## Source material
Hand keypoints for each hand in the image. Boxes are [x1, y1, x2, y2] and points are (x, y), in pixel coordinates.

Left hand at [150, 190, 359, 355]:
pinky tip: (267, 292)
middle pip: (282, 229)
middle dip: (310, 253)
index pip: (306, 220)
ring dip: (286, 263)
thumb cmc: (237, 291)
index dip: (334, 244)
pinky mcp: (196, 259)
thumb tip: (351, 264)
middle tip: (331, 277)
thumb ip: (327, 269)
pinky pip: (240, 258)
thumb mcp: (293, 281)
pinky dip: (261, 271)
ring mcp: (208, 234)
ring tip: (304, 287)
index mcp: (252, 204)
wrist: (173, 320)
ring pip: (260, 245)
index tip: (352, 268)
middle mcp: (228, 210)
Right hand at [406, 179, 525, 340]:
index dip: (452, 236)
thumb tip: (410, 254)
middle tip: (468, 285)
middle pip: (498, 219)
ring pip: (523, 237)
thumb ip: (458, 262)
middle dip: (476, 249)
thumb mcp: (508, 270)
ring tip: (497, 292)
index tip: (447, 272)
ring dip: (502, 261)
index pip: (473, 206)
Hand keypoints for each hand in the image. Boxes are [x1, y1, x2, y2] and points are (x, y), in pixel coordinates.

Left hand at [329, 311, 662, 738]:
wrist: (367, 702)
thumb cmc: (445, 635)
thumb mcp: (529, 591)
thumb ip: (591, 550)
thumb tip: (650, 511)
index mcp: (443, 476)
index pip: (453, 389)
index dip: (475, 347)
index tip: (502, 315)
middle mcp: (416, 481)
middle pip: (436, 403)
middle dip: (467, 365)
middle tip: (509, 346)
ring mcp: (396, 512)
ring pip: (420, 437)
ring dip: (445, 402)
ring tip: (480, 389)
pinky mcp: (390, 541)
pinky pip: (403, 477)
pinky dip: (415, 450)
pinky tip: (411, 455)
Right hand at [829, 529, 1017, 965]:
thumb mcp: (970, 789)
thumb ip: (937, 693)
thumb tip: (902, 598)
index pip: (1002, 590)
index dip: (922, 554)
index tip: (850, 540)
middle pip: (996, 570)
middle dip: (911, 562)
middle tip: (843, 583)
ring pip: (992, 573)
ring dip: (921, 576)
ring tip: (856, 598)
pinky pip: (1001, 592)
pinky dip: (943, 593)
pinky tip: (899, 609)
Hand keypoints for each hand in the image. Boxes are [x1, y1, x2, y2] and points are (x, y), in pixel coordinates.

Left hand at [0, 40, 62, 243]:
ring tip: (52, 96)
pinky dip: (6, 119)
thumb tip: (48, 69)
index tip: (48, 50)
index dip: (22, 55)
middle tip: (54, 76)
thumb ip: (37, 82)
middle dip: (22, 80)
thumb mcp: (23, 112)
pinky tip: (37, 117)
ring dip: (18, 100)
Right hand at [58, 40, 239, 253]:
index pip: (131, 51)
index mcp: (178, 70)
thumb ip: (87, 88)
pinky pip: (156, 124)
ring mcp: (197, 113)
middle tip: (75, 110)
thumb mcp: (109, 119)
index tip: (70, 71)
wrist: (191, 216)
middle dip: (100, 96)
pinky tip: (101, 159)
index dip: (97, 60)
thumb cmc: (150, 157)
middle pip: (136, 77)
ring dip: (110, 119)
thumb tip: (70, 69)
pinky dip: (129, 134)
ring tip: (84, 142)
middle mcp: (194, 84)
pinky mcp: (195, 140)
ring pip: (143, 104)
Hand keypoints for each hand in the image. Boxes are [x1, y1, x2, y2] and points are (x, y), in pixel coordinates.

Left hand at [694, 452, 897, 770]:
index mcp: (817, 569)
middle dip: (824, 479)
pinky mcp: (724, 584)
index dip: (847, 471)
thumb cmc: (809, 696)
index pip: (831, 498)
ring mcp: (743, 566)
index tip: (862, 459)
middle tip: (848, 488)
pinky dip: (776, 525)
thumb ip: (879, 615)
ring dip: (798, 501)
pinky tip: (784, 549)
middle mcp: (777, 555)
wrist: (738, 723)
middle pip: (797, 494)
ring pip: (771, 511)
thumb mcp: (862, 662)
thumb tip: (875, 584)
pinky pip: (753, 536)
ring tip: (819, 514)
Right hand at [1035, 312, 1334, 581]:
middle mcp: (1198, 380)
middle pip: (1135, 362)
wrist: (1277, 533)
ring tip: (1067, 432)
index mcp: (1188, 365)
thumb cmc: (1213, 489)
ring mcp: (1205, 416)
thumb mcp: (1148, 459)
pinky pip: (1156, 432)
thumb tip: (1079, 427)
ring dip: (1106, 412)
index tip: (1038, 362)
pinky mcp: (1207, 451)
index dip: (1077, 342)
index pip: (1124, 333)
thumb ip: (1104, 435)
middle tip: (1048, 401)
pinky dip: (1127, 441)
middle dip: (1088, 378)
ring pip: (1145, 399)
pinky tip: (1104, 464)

## Work to be completed
What is needed is an exact copy of the lines from the one containing "index pip: (1124, 333)" through the last line of the records, and nothing else.

## Reply to the exercise
index pip: (1124, 333)
thumb ip: (1104, 435)
middle tip: (1048, 401)
pinky dip: (1127, 441)
middle dip: (1088, 378)
ring pip: (1145, 399)
pinky tip: (1104, 464)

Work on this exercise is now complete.